PGY-2 Seattle Children's Seattle, Washington, United States
Background: Bronchopulmonary dysplasia (BPD) affects nearly 40% of premature neonates. Noninvasive respiratory support, such as continuous positive airway pressure (CPAP), is often used to mitigate risk of BPD. Despite studies demonstrating benefit of prolonged CPAP, there remains a paucity of data on the optimal duration of CPAP beyond the initial phase of respiratory distress. Objective: To describe respiratory and feeding outcomes for neonates < 32 weeks gestational age (GA) after implementation of CPAP weaning guidelines. Specifically, we aimed to quantify time to successful discontinuation of all respiratory support, time to full oral feeds (FOF), defined as no longer requiring gavage feedings and corrected gestational age (cGA) at discharge.

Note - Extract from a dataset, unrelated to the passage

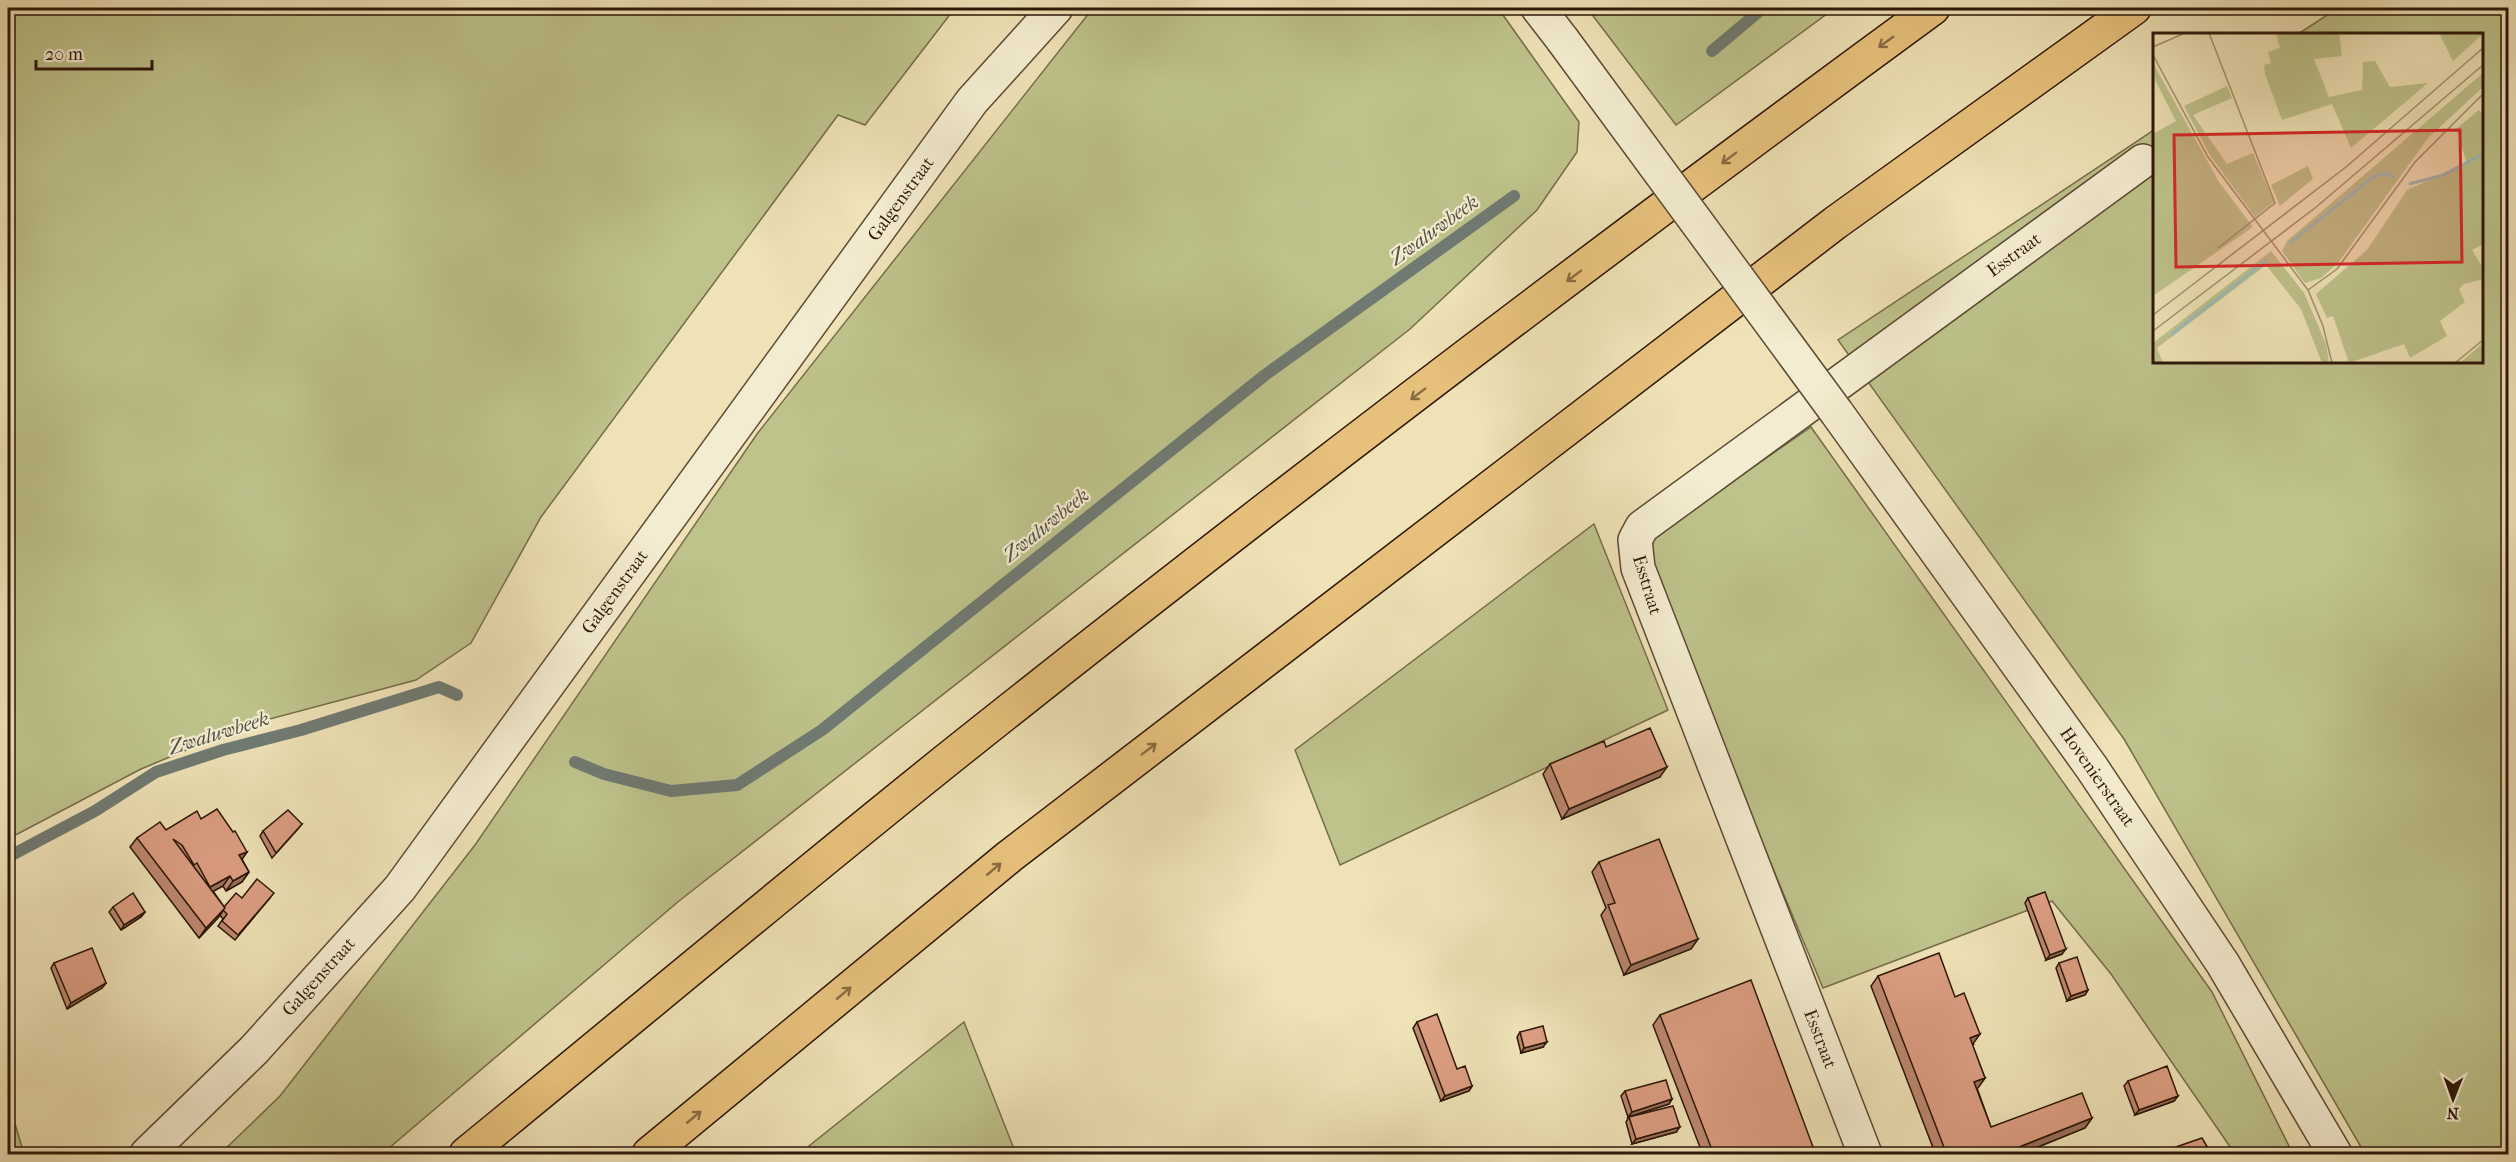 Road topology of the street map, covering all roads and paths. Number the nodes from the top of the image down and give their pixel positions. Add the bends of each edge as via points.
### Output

Design/Methods: We conducted a retrospective study of inborn neonates born April 2021 through September 2023 between 25+0/7 and 31+6/7 weeks GA who survived to discharge. Neonates received standardized respiratory management per CPAP weaning guidelines implemented in August 2020. These guidelines outlined the earliest attempt to transition from CPAP to no respiratory support at 32 weeks cGA, with return to CPAP use for a minimum 5-7 days if not tolerated while avoiding use of high flow nasal cannula until >36 weeks cGA. We collected demographic, clinical, and discharge variables via chart review and described differences between historical medians and current cohort outcomes with run charts. We performed stratified analysis to further analyze differences between birth GA categories. Results: 138 newborns were included. 23 neonates (17%) met criteria for BPD, nearly all stage 2 BPD (Table 1). 17 neonates (14%) were discharged with oxygen via low flow nasal cannula (LFNC) and 27 (24%) with nasogastric (NG) feeds, fewer than historical medians (Figure 1C). Of those who achieved no respiratory support, the median cGA was 32.6 weeks (IQR: 32, 34.3) (Figure 1A) with 80% of infants successful within 2 trials of CPAP removal (Table 1). The median cGA to FOF was 37.3 weeks (IQR: 35.9, 39.1), with a significant shift achieved over time (Figure 1B). The younger the birth GA, the later no respiratory support and FOF were achieved (Table 2).
Conclusion(s): Preterm infants were able to transition off respiratory support and achieve FOF earlier with the help of CPAP guidelines while reducing the need for home gavage feeds at discharge. Ongoing exploration of the relationship between prolonged CPAP support and later success at independent oromotor skills is needed.